Parsing Recipes and Refactoring

15 May 2020

I’ve been working on a bit of a hodgepodge of features as I near completion of the backend. After implementing the endpoints for the users, all that was left to do for full (albeit still buggy) functionality was to implement the ability to parse recipe lines, and add spaCy back into the equation.

The recipe parser was actually quite easy: I pretty much just used the code I’d made for the first version of this app and did some rewriting to make sure it functioned properly in it’s new setting. I also added some tweaks to catch more of the AllRecipes recipes, since before I was having some issues.

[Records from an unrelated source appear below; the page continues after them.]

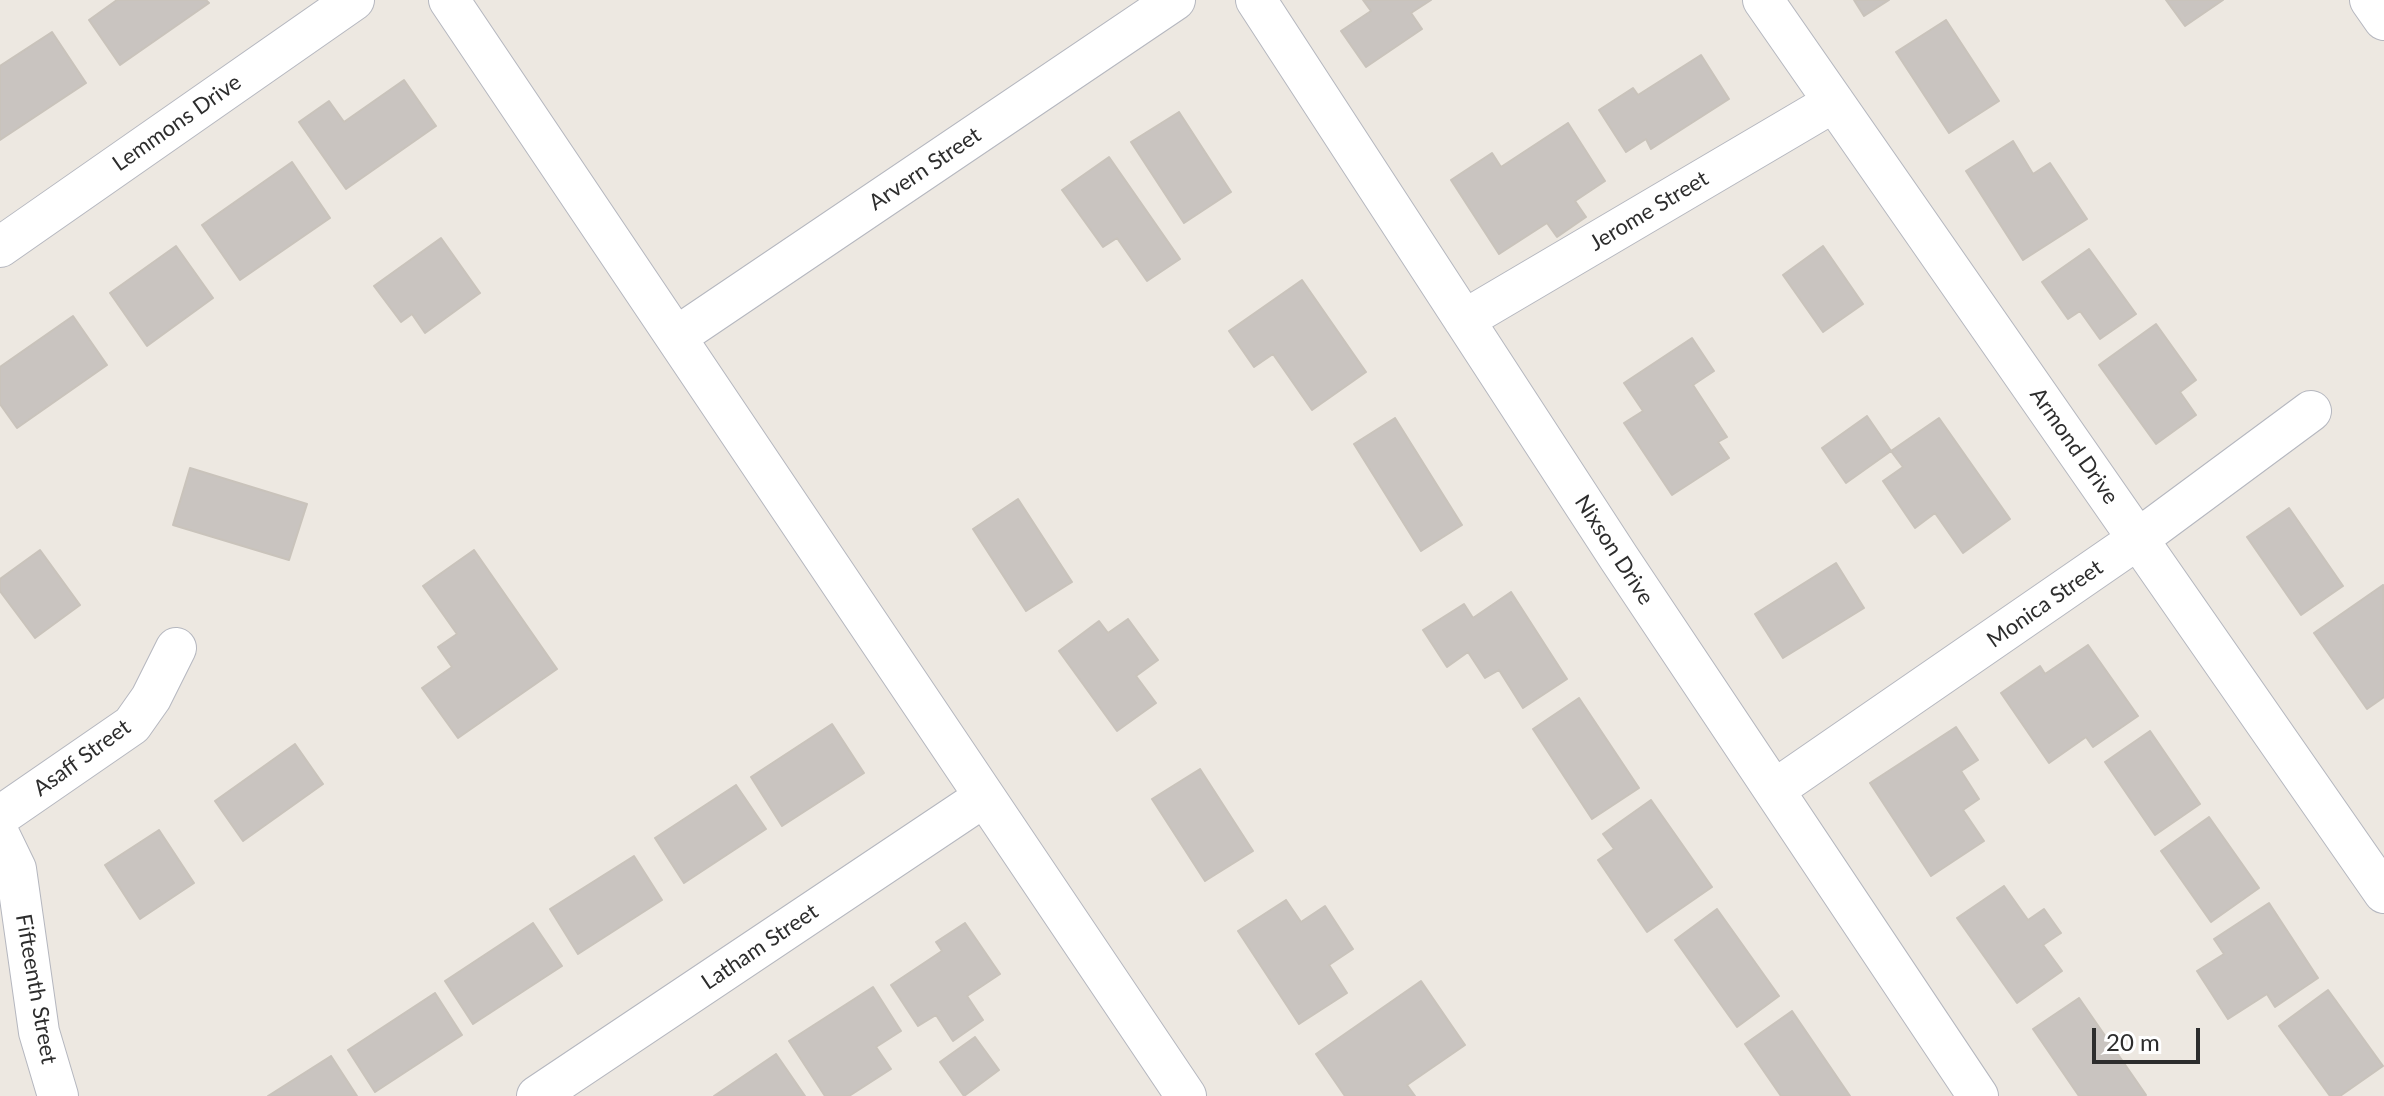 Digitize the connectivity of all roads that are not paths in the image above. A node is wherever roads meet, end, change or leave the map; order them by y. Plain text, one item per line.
1 (354, 0) edge
2 (449, 0) edge
3 (1175, 0) edge
4 (1256, 0) edge
5 (1763, 0) edge
6 (2370, 0) edge
7 (2384, 20) edge
8 (1834, 102) junction
9 (0, 247) edge
10 (1464, 320) junction
11 (676, 337) junction
12 (2311, 411) dead end
13 (2138, 539) junction
14 (176, 648) dead end
15 (1774, 790) junction
16 (984, 797) junction
17 (0, 816) edge
18 (0, 836) edge
19 (2384, 893) edge
20 (58, 1096) edge
21 (537, 1096) edge
22 (1186, 1096) edge
23 (1978, 1096) edge

1 - 9 street, Lemmons Drive
2 - 11 street
3 - 11 street, Arvern Street
4 - 10 street, Nixson Drive
5 - 8 street, Armond Drive
6 - 7 street
8 - 10 street, Jerome Street
8 - 13 street, Armond Drive
10 - 15 street, Nixson Drive
11 - 16 street
12 - 13 street, Monica Street
13 - 15 street, Monica Street
13 - 19 street, Armond Drive
14 - 17 street, Asaff Street
15 - 23 street, Nixson Drive
16 - 21 street, Latham Street
16 - 22 street
18 - 20 street, Fifteenth Street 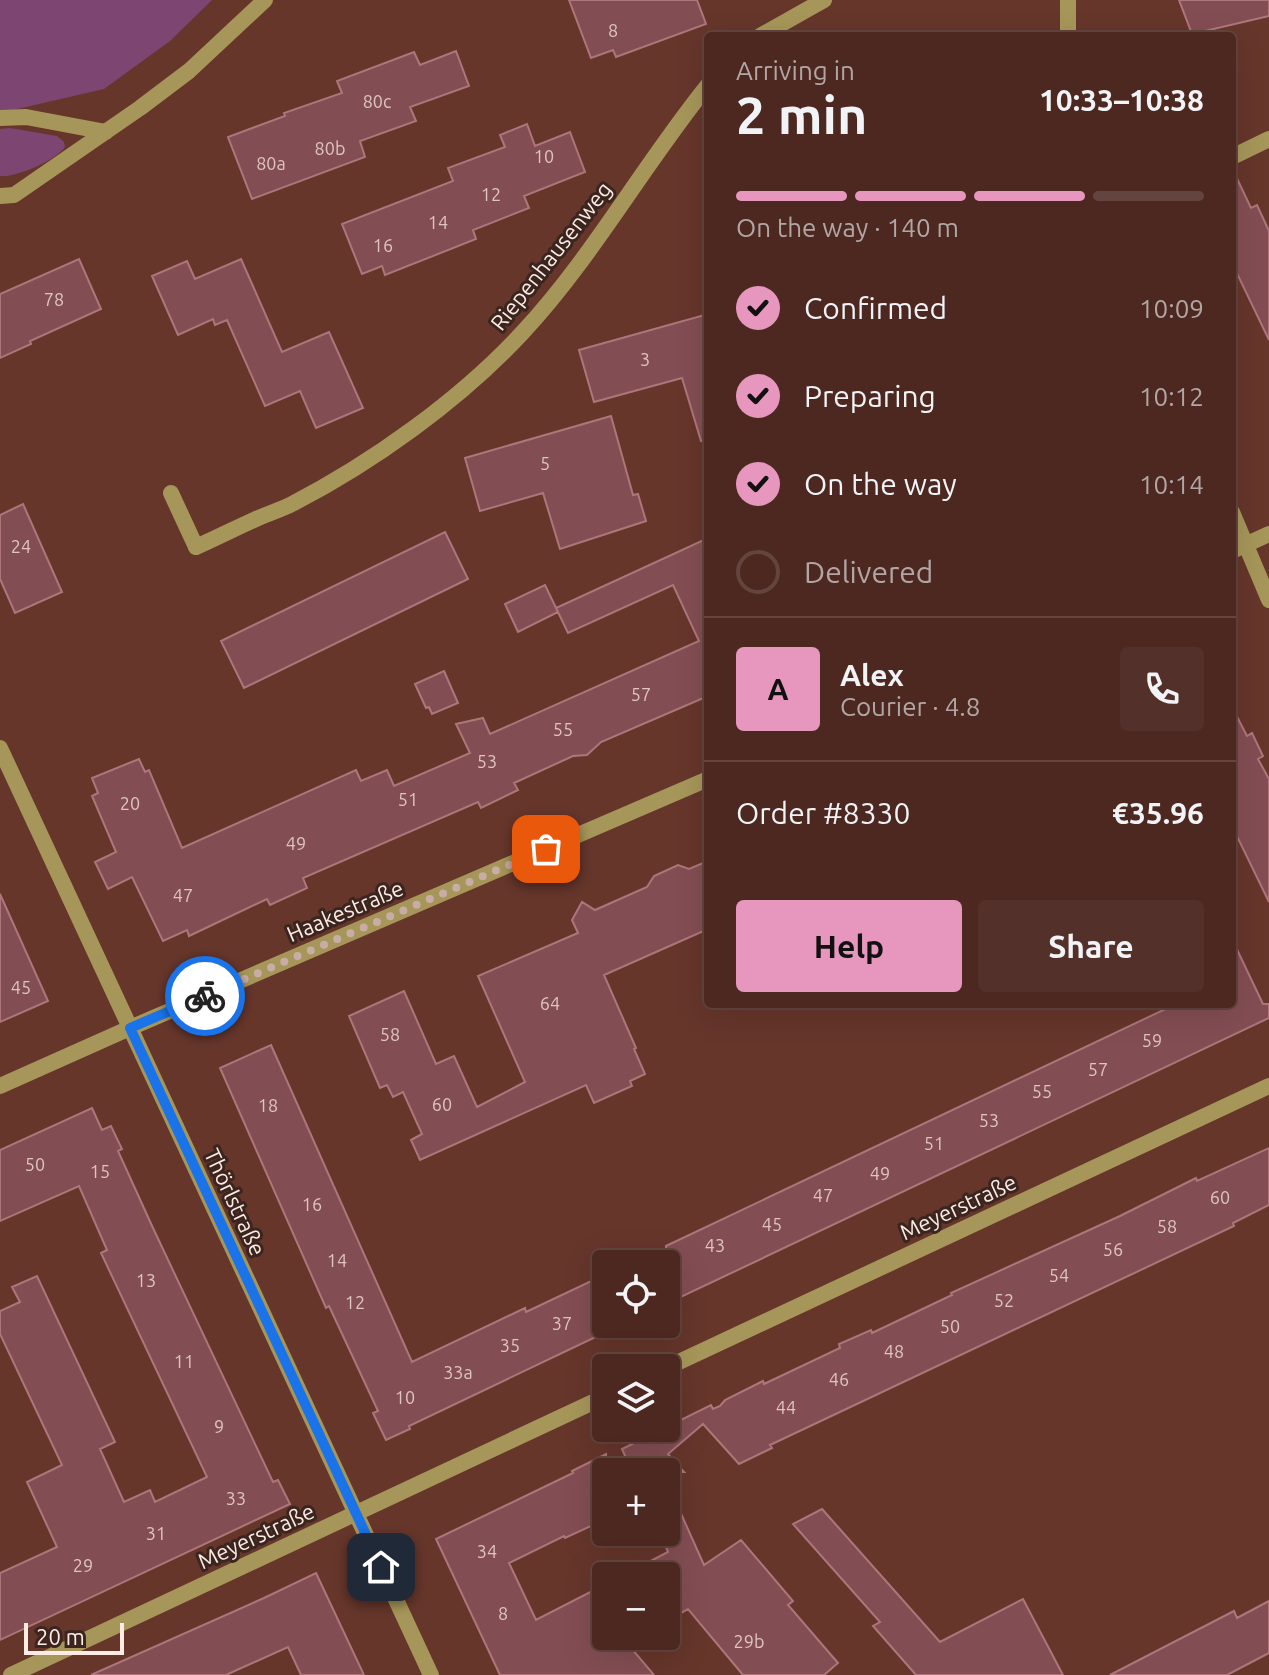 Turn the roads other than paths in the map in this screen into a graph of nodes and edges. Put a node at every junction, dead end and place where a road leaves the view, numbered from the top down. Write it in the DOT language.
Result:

There’s too much code to post all of it here, but to recap: I have two dictionaries that store information related to scraping. The first is for simple cases, where the recipe lines and the title are just in simple containter tags (such as <div> or <h1>). For these, I store the specifics of the required tags, and and pull them out when necessary. The dictionary keys are matched to the website name:

# dictionary that stores the specifications for scraping various websites
ingredient_parsers = {
    "www.foodnetwork.com": {
        "title": ("span", "class", "o-AssetTitle__a-HeadlineText"),
        "lines": ("p", "class", "o-Ingredients__a-Ingredient")
    },
    "www.food.com": {
        "title": ("div", "class", "recipe-title"),
        "lines": ("div", "class", "recipe-ingredients__ingredient")
    },
    "www.yummly.com": {
        "title": ("h1", "class", "recipe-title"),
        "lines": ("li", "class", "IngredientLine")
    },
    ...
  }

  o = urlparse(url)

# from the main function
print('url is from ', o.netloc)

parsing_information = ingredient_parsers.get(o.netloc, "")

if parsing_information:
    component, attribute, name = parsing_information["title"]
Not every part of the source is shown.